Treatment for an abdominal wall sarcoma:
Resection with tumor-free margins with reconstruction accomplished primarily, with myocutaneous flaps, or with prosthetic meshes.
Treatment for an omental cyst:
Local excision
Most common malignancy of the omentum:
Metastases
The greater omentum derives its arterial blood supply from which arteries:
Omental branches of the right and left gastroepiploic arteries
Make the diagnosis: a patient presents with acute right lower quadrant abdominal pain and is explored for suspected appendicitis and is subsequently found with enlarged mesenteric lymph nodes and a normal appendix:
Acute mesenteric lymphadenitis
Infection with what organism is associated with acute mesenteric lymphadenitis in children?
Yersinia enterocolitica
Term for a rare inflammatory disease of the mesentery characterized by fat necrosis, acute and chronic inflammation, and fibrosis:
Mesenteric panniculitis
Treatment of mesenteric panniculitis:
Usually resolves spontaneously; if it does not resolve, can try corticosteroids or other anti-inflammatory/immunosuppressive agents.

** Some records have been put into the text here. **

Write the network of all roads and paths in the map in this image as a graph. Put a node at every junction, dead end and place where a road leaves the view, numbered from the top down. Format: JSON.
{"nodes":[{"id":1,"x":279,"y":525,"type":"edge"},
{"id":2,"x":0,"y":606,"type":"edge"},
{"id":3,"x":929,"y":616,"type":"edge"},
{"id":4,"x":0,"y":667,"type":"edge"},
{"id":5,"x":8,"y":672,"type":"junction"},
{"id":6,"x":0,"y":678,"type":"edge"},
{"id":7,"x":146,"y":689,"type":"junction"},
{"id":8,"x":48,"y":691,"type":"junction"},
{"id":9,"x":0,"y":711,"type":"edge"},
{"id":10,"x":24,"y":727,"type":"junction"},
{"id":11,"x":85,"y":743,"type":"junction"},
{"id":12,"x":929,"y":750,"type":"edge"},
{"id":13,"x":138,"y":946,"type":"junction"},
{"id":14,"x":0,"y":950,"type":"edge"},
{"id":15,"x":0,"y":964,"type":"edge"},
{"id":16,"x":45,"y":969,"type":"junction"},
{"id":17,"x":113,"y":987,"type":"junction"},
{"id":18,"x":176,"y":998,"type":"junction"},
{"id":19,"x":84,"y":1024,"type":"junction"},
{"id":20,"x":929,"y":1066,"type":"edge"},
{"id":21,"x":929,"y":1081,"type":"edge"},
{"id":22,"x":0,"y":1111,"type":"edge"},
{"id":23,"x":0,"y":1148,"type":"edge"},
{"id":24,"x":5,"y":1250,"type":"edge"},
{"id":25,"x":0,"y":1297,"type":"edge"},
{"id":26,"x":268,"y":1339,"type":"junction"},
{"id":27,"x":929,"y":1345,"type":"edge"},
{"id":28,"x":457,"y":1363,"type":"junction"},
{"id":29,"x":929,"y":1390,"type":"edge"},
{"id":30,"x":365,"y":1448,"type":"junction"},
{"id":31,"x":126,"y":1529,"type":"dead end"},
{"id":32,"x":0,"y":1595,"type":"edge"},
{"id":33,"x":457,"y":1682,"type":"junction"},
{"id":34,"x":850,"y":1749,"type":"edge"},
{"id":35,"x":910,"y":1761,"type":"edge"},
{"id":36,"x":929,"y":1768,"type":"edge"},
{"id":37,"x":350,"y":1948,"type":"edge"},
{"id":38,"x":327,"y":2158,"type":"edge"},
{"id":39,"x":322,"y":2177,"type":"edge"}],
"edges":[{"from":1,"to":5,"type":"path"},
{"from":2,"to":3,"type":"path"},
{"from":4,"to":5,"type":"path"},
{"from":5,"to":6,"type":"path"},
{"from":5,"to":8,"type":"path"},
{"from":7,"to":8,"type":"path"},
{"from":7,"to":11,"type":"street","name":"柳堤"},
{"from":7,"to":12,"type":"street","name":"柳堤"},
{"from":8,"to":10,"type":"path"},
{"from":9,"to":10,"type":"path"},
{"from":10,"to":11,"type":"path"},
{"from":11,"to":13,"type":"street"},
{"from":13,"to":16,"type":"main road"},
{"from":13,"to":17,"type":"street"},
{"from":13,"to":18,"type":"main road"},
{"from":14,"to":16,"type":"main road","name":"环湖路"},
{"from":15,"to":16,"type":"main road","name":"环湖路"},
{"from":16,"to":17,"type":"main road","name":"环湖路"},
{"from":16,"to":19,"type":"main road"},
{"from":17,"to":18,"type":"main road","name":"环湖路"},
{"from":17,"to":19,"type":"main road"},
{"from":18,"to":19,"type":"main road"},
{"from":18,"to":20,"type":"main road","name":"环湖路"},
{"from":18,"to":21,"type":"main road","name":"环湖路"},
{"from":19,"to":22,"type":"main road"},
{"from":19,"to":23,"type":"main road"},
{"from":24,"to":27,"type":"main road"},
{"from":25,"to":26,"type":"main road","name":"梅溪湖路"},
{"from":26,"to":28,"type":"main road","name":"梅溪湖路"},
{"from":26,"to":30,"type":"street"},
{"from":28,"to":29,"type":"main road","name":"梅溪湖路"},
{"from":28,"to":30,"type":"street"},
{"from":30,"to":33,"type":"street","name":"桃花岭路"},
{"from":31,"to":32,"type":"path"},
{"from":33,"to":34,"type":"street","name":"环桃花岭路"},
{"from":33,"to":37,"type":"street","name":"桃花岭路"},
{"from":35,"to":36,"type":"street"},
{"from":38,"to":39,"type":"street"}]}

Term for a congenital hernia in which the small intestine herniates behind the mesocolon:
Mesocolic (paraduodenal) hernia
Operative management for a patient with a right mesocolic (paraduodenal) hernia:
Incise the lateral peritoneal reflections along the right colon with reflection of the right colon and cecum to the left without opening the hernia neck (could injure superior mesenteric vessels).
Operative management for a patient with a left mesocolic hernia:
Incise the peritoneal attachments and adhesions along the right side of the inferior mesenteric vein; reduce herniated small intestine from beneath the inferior mesenteric vein; return inferior mesenteric vein to the left side of the base of the small bowel mesentery; close the neck of the hernia by suturing the peritoneum adjacent to the vein to the retroperitoneum.
Most common location for a mesenteric hernia:
Near the ileocolic junction
Treatment for a mesenteric hernia:
Reduce the hernia and close the mesenteric defect
Most common primary malignancy of the mesentery:
Desmoid tumor
Treatment for desmoid tumor of the mesentery:
Surgical resection versus watchful waiting with sulindac and antiestrogen therapy versus imatinib mesylate (Gleevec)
Treatment for a retroperitoneal abscess:
Antibiotics and CT-guided drainage; if not amenable to percutaneous drainage or if fails to resolve with percutaneous drainage, then perform operative drainage through a retroperitoneal approach.